Records excerpted from a collection

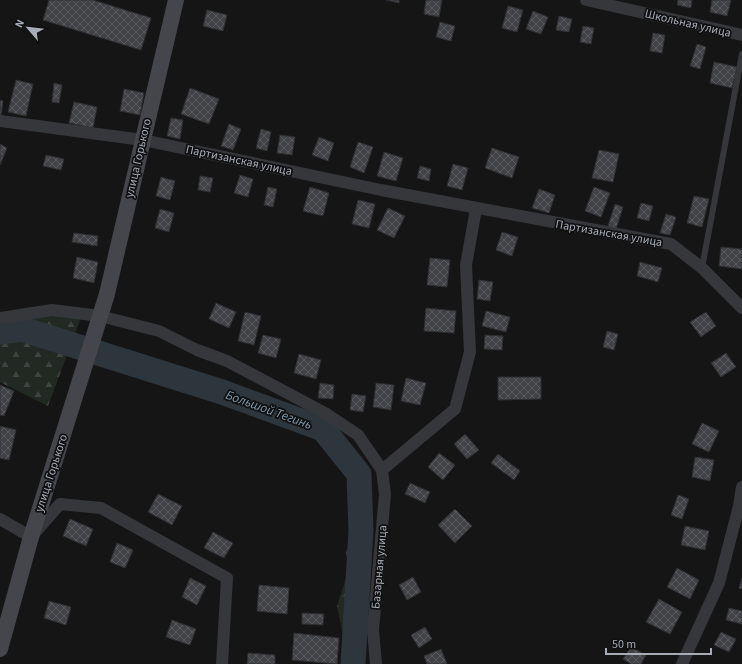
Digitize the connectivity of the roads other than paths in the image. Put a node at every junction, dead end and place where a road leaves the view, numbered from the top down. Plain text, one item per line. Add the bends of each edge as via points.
1 (176, 0) edge
2 (586, 0) edge
3 (742, 35) edge
4 (742, 54) edge
5 (0, 121) edge
6 (142, 140) junction
7 (476, 209) junction
8 (702, 268) junction
9 (742, 308) edge
10 (0, 318) edge
11 (99, 320) junction
12 (382, 470) junction
13 (742, 487) edge
14 (0, 519) edge
15 (31, 537) junction
16 (0, 649) edge
17 (222, 664) edge
18 (376, 664) edge
19 (682, 664) edge

1 - 6 street, улица Горького
2 - 3 street, Школьная улица
4 - 8 lane
5 - 6 street, Партизанская улица
6 - 7 street, Партизанская улица
6 - 11 street, улица Горького
7 - 8 street, Партизанская улица via 671,244
7 - 12 street via 466,265 470,352 455,409
8 - 9 street, Партизанская улица
10 - 11 street via 52,310
11 - 12 street via 159,331 197,350 227,361 325,413 358,435
11 - 15 street, улица Горького
12 - 18 street, Базарная улица via 385,494 374,630
13 - 19 street via 719,583
14 - 15 street
15 - 16 street, улица Горького
15 - 17 street, улица Горького via 60,504 101,508 227,578

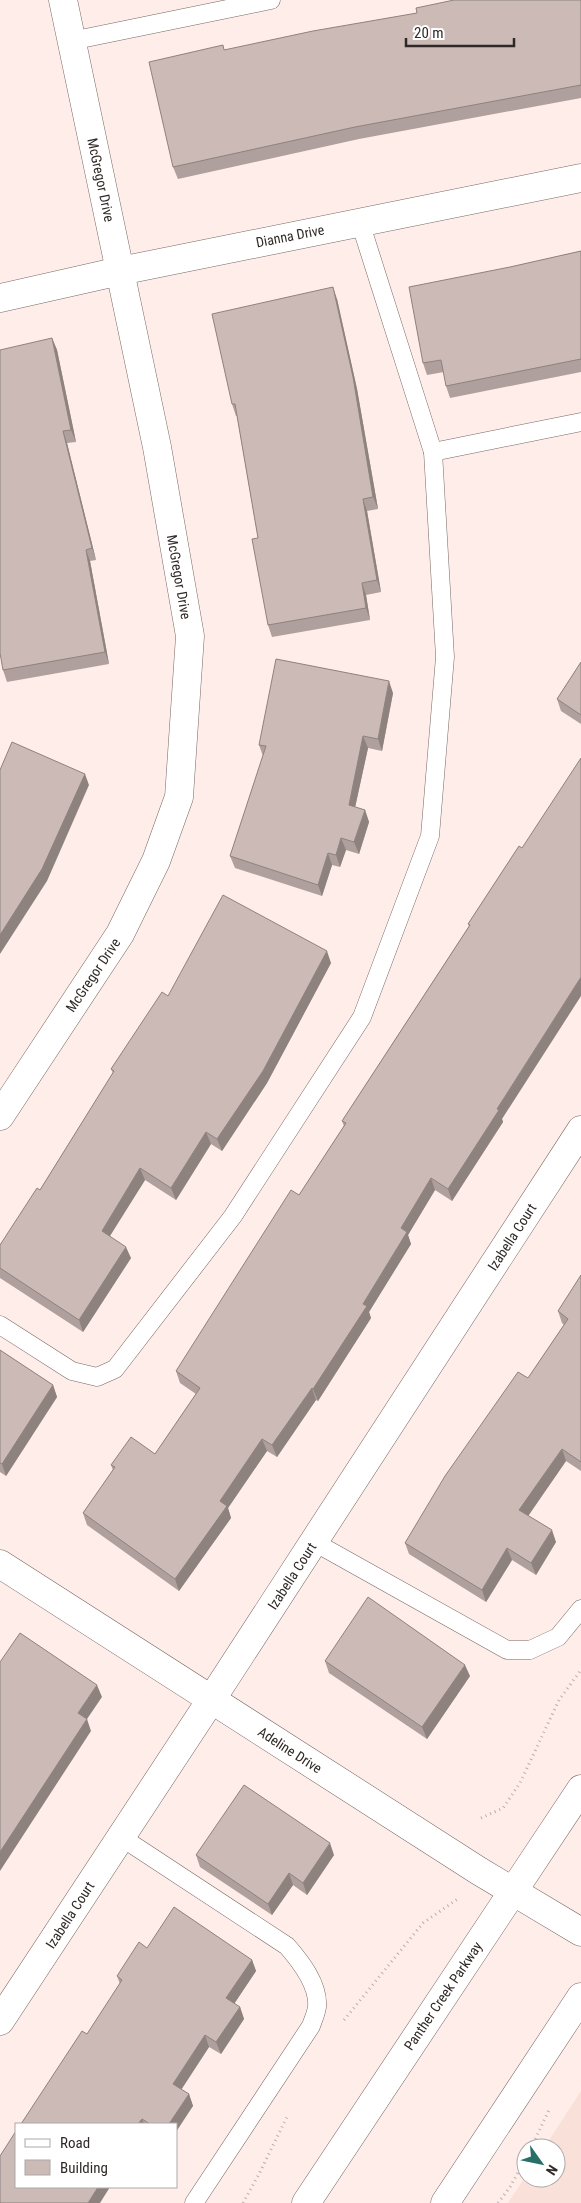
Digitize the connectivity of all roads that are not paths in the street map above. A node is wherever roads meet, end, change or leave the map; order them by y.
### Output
1 (63, 0) edge
2 (272, 0) edge
3 (71, 41) junction
4 (581, 178) edge
5 (360, 222) junction
6 (120, 271) junction
7 (0, 298) edge
8 (581, 422) edge
9 (433, 452) junction
10 (0, 1116) edge
11 (581, 1130) edge
12 (0, 1326) edge
13 (314, 1542) junction
14 (0, 1564) edge
15 (581, 1609) edge
16 (211, 1700) junction
17 (581, 1789) edge
18 (121, 1837) junction
19 (512, 1892) junction
20 (581, 1932) edge
21 (581, 1997) edge
22 (0, 2021) edge
23 (194, 2203) edge
24 (306, 2203) edge
25 (445, 2203) edge

1 - 3 street, McGregor Drive
2 - 3 lane
3 - 6 street, McGregor Drive
4 - 5 street, Dianna Drive
5 - 6 street, Dianna Drive
5 - 9 lane
6 - 7 street, Dianna Drive
6 - 10 street, McGregor Drive
8 - 9 lane
9 - 12 lane
11 - 13 street, Izabella Court
13 - 15 lane
13 - 16 street, Izabella Court
14 - 16 street, Adeline Drive
16 - 18 street, Izabella Court
16 - 19 street, Adeline Drive
17 - 19 street, Panther Creek Parkway
18 - 22 street, Izabella Court
18 - 23 lane
19 - 20 street, Adeline Drive
19 - 24 street, Panther Creek Parkway
21 - 25 street

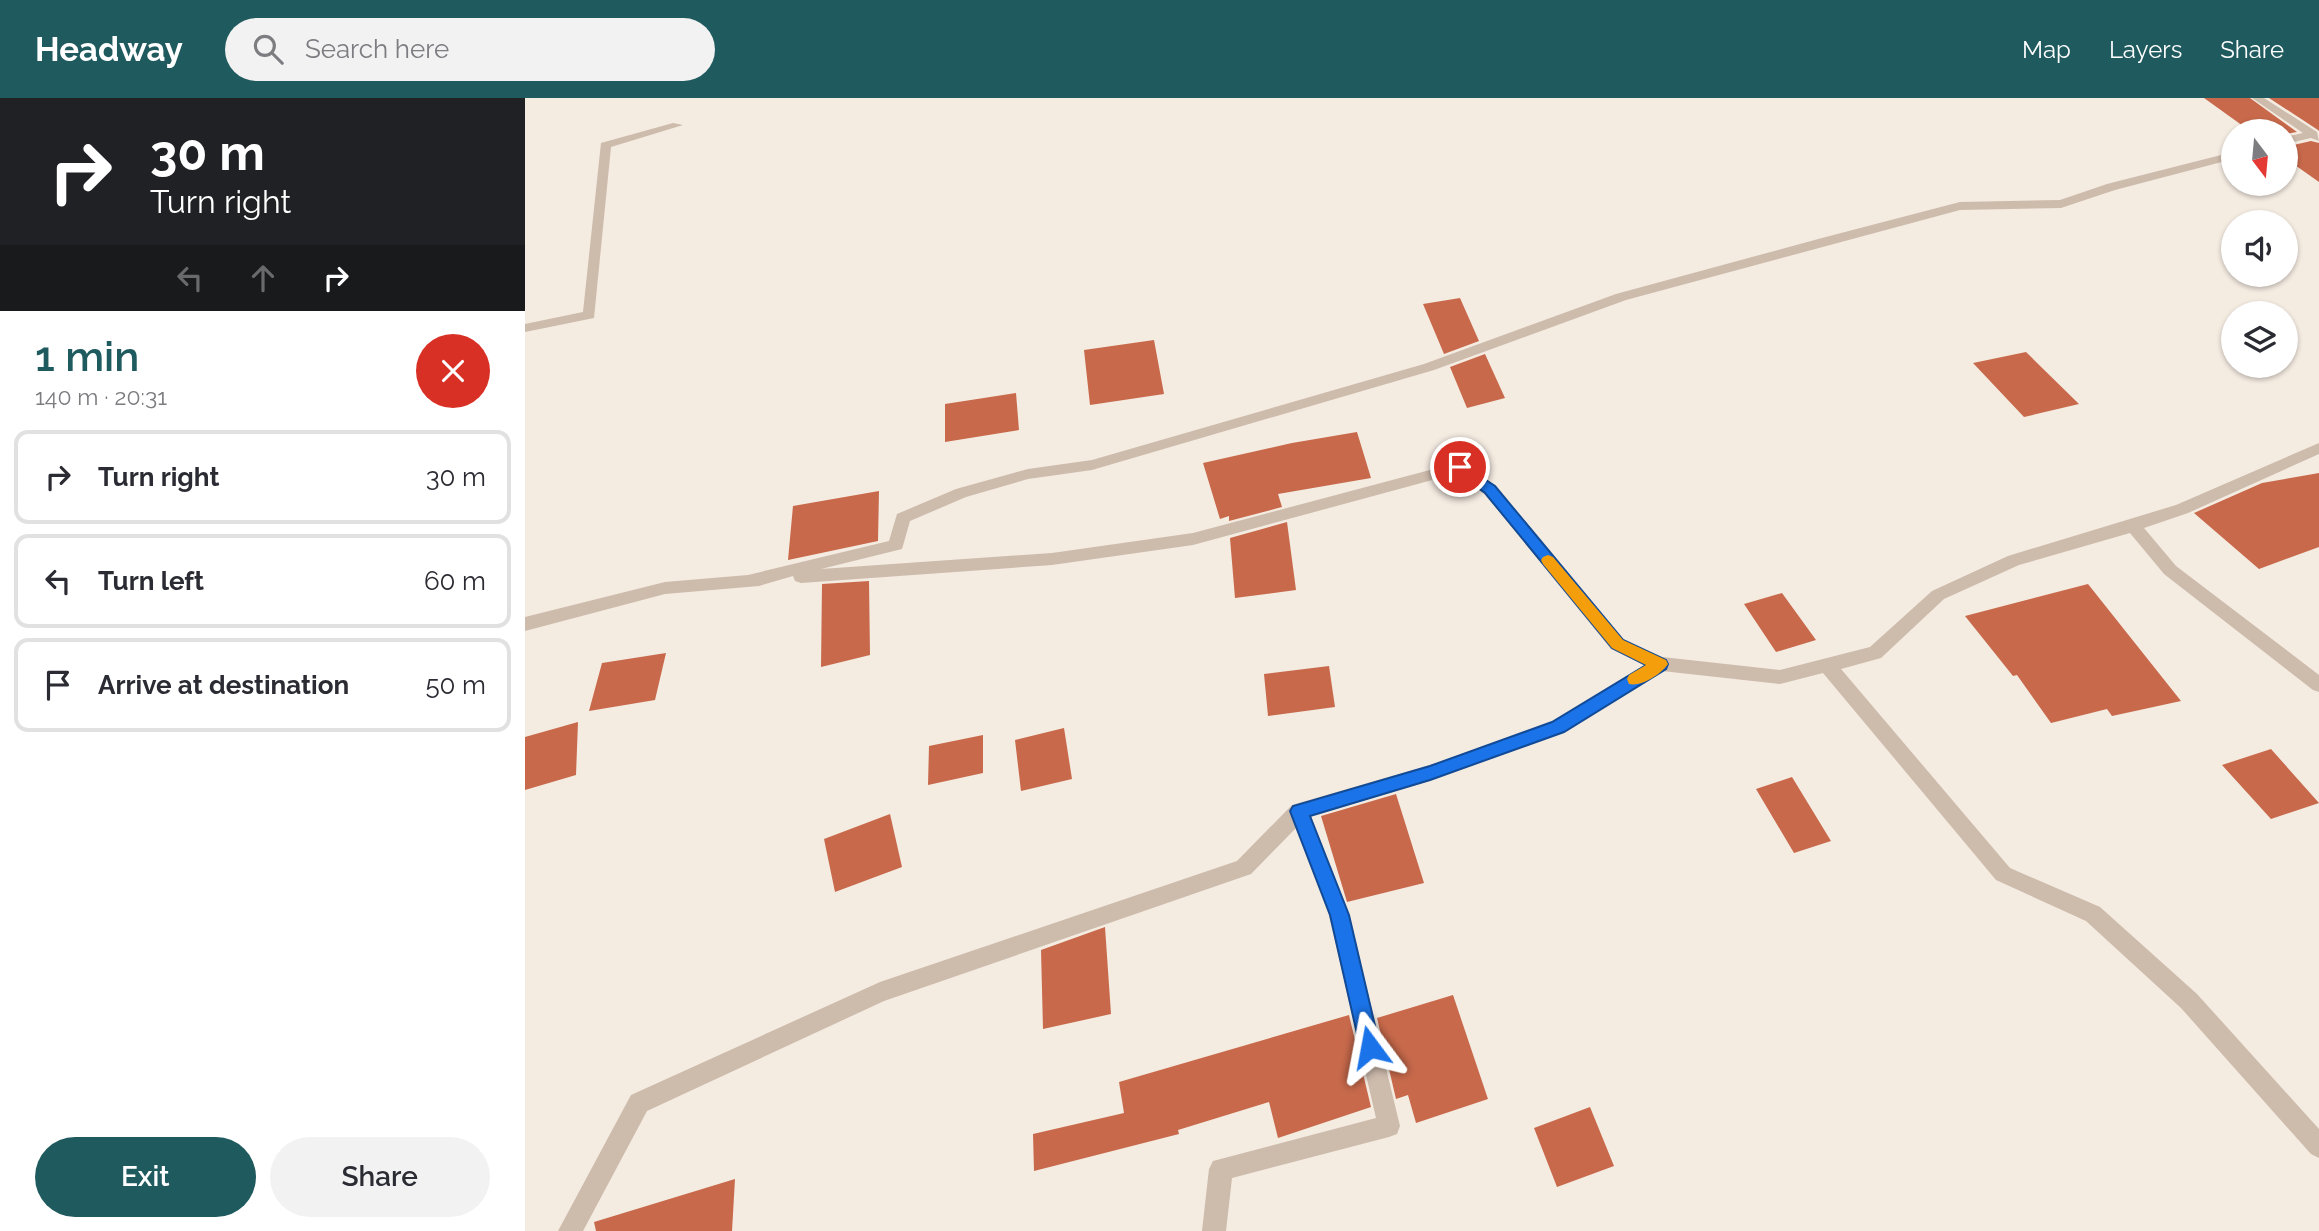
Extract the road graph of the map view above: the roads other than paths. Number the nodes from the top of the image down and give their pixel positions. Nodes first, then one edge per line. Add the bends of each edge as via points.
1 (2257, 98) edge
2 (677, 125) dead end
3 (2316, 136) edge
4 (2298, 139) edge
5 (2221, 158) edge
6 (525, 328) edge
7 (2319, 448) edge
8 (2133, 526) junction
9 (748, 581) junction
10 (525, 624) edge
11 (1660, 664) junction
12 (1827, 665) junction
13 (2319, 685) edge
14 (1299, 811) junction
15 (2319, 1146) edge
16 (570, 1231) edge
17 (1214, 1231) edge

1 - 3 street
2 - 6 street via 605,145 589,315
3 - 4 street
5 - 9 street via 2061,204 1960,205 1621,297 1419,370 1092,466 1028,474 961,493 903,518 896,545
7 - 8 street
8 - 12 street via 2014,560 1938,595 1875,653
8 - 13 street via 2170,570
9 - 10 street via 665,588
9 - 11 street via 1052,559 1193,539 1460,467 1490,490 1617,644
11 - 12 street via 1780,677
11 - 14 street via 1558,727 1430,773
12 - 15 street via 2004,874 2093,914 2189,1001
14 - 16 street via 1244,868 880,992 639,1103
14 - 17 street via 1339,915 1389,1126 1221,1169

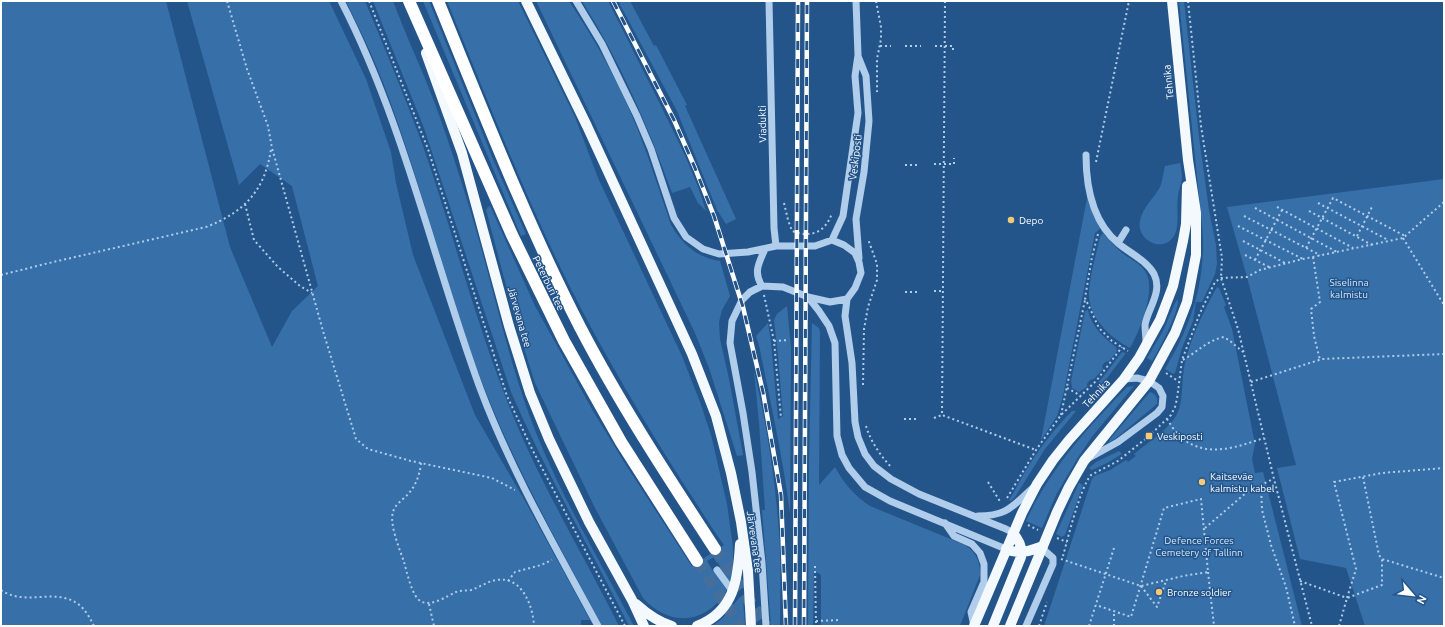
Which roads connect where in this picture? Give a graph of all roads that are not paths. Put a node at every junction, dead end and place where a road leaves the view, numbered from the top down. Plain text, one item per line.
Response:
1 (341, 1) edge
2 (408, 1) edge
3 (438, 1) edge
4 (526, 1) edge
5 (576, 1) edge
6 (769, 1) edge
7 (856, 1) edge
8 (1172, 1) edge
9 (858, 55) junction
10 (1086, 155) dead end
11 (1188, 160) junction
12 (1126, 230) dead end
13 (832, 240) junction
14 (1118, 243) junction
15 (776, 246) junction
16 (765, 249) junction
17 (859, 262) junction
18 (762, 286) junction
19 (808, 297) junction
20 (847, 298) junction
21 (1146, 345) junction
22 (1124, 379) junction
23 (1149, 381) junction
24 (1084, 461) junction
25 (1037, 484) junction
26 (974, 516) junction
27 (741, 522) junction
28 (944, 523) junction
29 (1013, 533) junction
30 (1043, 546) junction
31 (715, 549) tunnel mouth
32 (1006, 549) junction
33 (1022, 553) junction
34 (697, 561) tunnel mouth
35 (717, 570) dead end
36 (733, 592) junction
37 (632, 600) junction
38 (598, 626) edge
39 (644, 626) edge
40 (672, 626) edge
41 (697, 626) edge
42 (751, 626) edge
43 (766, 626) edge
44 (974, 626) edge
45 (993, 626) edge
46 (1010, 626) edge
47 (1026, 626) edge

1 - 38 street
2 - 34 highway, Peterburi tee
2 - 37 main road, Järvevana tee
3 - 31 highway, Peterburi tee
4 - 27 main road, Järvevana tee
5 - 16 street
6 - 15 street, Viadukti
7 - 9 street, Veskiposti
8 - 11 main road, Tehnika
9 - 13 street, Veskiposti
9 - 17 street, Veskiposti
10 - 14 street
11 - 21 main road, Tehnika
11 - 23 main road, Tehnika
12 - 14 street
13 - 15 street
13 - 17 street
14 - 21 street
15 - 16 street
16 - 18 street
17 - 20 street, Veskiposti
18 - 19 street
18 - 43 street
19 - 20 street
19 - 28 street
20 - 26 street
21 - 22 main road, Tehnika
22 - 23 street
22 - 25 main road, Tehnika
23 - 24 main road, Tehnika
23 - 24 street
24 - 30 main road, Tehnika
25 - 26 street
25 - 29 main road, Tehnika
26 - 29 street
27 - 36 main road
27 - 42 main road, Järvevana tee
28 - 32 street
28 - 44 street
29 - 32 main road, Tehnika
29 - 33 main road
30 - 33 main road
30 - 46 main road, Tehnika
30 - 47 street
32 - 33 main road
32 - 44 main road, Tehnika
33 - 45 main road
35 - 36 street
36 - 41 main road
37 - 39 main road, Järvevana tee
37 - 40 main road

** Activity **
What is needed is a word-for-word restatement of the entries, minus any pictures.

** Answer box **
Digitize the connectivity of the roads other than paths in the image. Put a node at every junction, dead end and place where a road leaves the view, numbered from the top down. Plain text, one item per line. Add the bends of each edge as via points.
1 (176, 0) edge
2 (586, 0) edge
3 (742, 35) edge
4 (742, 54) edge
5 (0, 121) edge
6 (142, 140) junction
7 (476, 209) junction
8 (702, 268) junction
9 (742, 308) edge
10 (0, 318) edge
11 (99, 320) junction
12 (382, 470) junction
13 (742, 487) edge
14 (0, 519) edge
15 (31, 537) junction
16 (0, 649) edge
17 (222, 664) edge
18 (376, 664) edge
19 (682, 664) edge

1 - 6 street, улица Горького
2 - 3 street, Школьная улица
4 - 8 lane
5 - 6 street, Партизанская улица
6 - 7 street, Партизанская улица
6 - 11 street, улица Горького
7 - 8 street, Партизанская улица via 671,244
7 - 12 street via 466,265 470,352 455,409
8 - 9 street, Партизанская улица
10 - 11 street via 52,310
11 - 12 street via 159,331 197,350 227,361 325,413 358,435
11 - 15 street, улица Горького
12 - 18 street, Базарная улица via 385,494 374,630
13 - 19 street via 719,583
14 - 15 street
15 - 16 street, улица Горького
15 - 17 street, улица Горького via 60,504 101,508 227,578

Digitize the connectivity of all roads that are not paths in the street map above. A node is wherever roads meet, end, change or leave the map; order them by y.
### Output
1 (63, 0) edge
2 (272, 0) edge
3 (71, 41) junction
4 (581, 178) edge
5 (360, 222) junction
6 (120, 271) junction
7 (0, 298) edge
8 (581, 422) edge
9 (433, 452) junction
10 (0, 1116) edge
11 (581, 1130) edge
12 (0, 1326) edge
13 (314, 1542) junction
14 (0, 1564) edge
15 (581, 1609) edge
16 (211, 1700) junction
17 (581, 1789) edge
18 (121, 1837) junction
19 (512, 1892) junction
20 (581, 1932) edge
21 (581, 1997) edge
22 (0, 2021) edge
23 (194, 2203) edge
24 (306, 2203) edge
25 (445, 2203) edge

1 - 3 street, McGregor Drive
2 - 3 lane
3 - 6 street, McGregor Drive
4 - 5 street, Dianna Drive
5 - 6 street, Dianna Drive
5 - 9 lane
6 - 7 street, Dianna Drive
6 - 10 street, McGregor Drive
8 - 9 lane
9 - 12 lane
11 - 13 street, Izabella Court
13 - 15 lane
13 - 16 street, Izabella Court
14 - 16 street, Adeline Drive
16 - 18 street, Izabella Court
16 - 19 street, Adeline Drive
17 - 19 street, Panther Creek Parkway
18 - 22 street, Izabella Court
18 - 23 lane
19 - 20 street, Adeline Drive
19 - 24 street, Panther Creek Parkway
21 - 25 street

Extract the road graph of the map view above: the roads other than paths. Number the nodes from the top of the image down and give their pixel positions. Nodes first, then one edge per line. Add the bends of each edge as via points.
1 (2257, 98) edge
2 (677, 125) dead end
3 (2316, 136) edge
4 (2298, 139) edge
5 (2221, 158) edge
6 (525, 328) edge
7 (2319, 448) edge
8 (2133, 526) junction
9 (748, 581) junction
10 (525, 624) edge
11 (1660, 664) junction
12 (1827, 665) junction
13 (2319, 685) edge
14 (1299, 811) junction
15 (2319, 1146) edge
16 (570, 1231) edge
17 (1214, 1231) edge

1 - 3 street
2 - 6 street via 605,145 589,315
3 - 4 street
5 - 9 street via 2061,204 1960,205 1621,297 1419,370 1092,466 1028,474 961,493 903,518 896,545
7 - 8 street
8 - 12 street via 2014,560 1938,595 1875,653
8 - 13 street via 2170,570
9 - 10 street via 665,588
9 - 11 street via 1052,559 1193,539 1460,467 1490,490 1617,644
11 - 12 street via 1780,677
11 - 14 street via 1558,727 1430,773
12 - 15 street via 2004,874 2093,914 2189,1001
14 - 16 street via 1244,868 880,992 639,1103
14 - 17 street via 1339,915 1389,1126 1221,1169

Which roads connect where in this picture? Give a graph of all roads that are not paths. Put a node at every junction, dead end and place where a road leaves the view, numbered from the top down. Plain text, one item per line.
Response:
1 (341, 1) edge
2 (408, 1) edge
3 (438, 1) edge
4 (526, 1) edge
5 (576, 1) edge
6 (769, 1) edge
7 (856, 1) edge
8 (1172, 1) edge
9 (858, 55) junction
10 (1086, 155) dead end
11 (1188, 160) junction
12 (1126, 230) dead end
13 (832, 240) junction
14 (1118, 243) junction
15 (776, 246) junction
16 (765, 249) junction
17 (859, 262) junction
18 (762, 286) junction
19 (808, 297) junction
20 (847, 298) junction
21 (1146, 345) junction
22 (1124, 379) junction
23 (1149, 381) junction
24 (1084, 461) junction
25 (1037, 484) junction
26 (974, 516) junction
27 (741, 522) junction
28 (944, 523) junction
29 (1013, 533) junction
30 (1043, 546) junction
31 (715, 549) tunnel mouth
32 (1006, 549) junction
33 (1022, 553) junction
34 (697, 561) tunnel mouth
35 (717, 570) dead end
36 (733, 592) junction
37 (632, 600) junction
38 (598, 626) edge
39 (644, 626) edge
40 (672, 626) edge
41 (697, 626) edge
42 (751, 626) edge
43 (766, 626) edge
44 (974, 626) edge
45 (993, 626) edge
46 (1010, 626) edge
47 (1026, 626) edge

1 - 38 street
2 - 34 highway, Peterburi tee
2 - 37 main road, Järvevana tee
3 - 31 highway, Peterburi tee
4 - 27 main road, Järvevana tee
5 - 16 street
6 - 15 street, Viadukti
7 - 9 street, Veskiposti
8 - 11 main road, Tehnika
9 - 13 street, Veskiposti
9 - 17 street, Veskiposti
10 - 14 street
11 - 21 main road, Tehnika
11 - 23 main road, Tehnika
12 - 14 street
13 - 15 street
13 - 17 street
14 - 21 street
15 - 16 street
16 - 18 street
17 - 20 street, Veskiposti
18 - 19 street
18 - 43 street
19 - 20 street
19 - 28 street
20 - 26 street
21 - 22 main road, Tehnika
22 - 23 street
22 - 25 main road, Tehnika
23 - 24 main road, Tehnika
23 - 24 street
24 - 30 main road, Tehnika
25 - 26 street
25 - 29 main road, Tehnika
26 - 29 street
27 - 36 main road
27 - 42 main road, Järvevana tee
28 - 32 street
28 - 44 street
29 - 32 main road, Tehnika
29 - 33 main road
30 - 33 main road
30 - 46 main road, Tehnika
30 - 47 street
32 - 33 main road
32 - 44 main road, Tehnika
33 - 45 main road
35 - 36 street
36 - 41 main road
37 - 39 main road, Järvevana tee
37 - 40 main road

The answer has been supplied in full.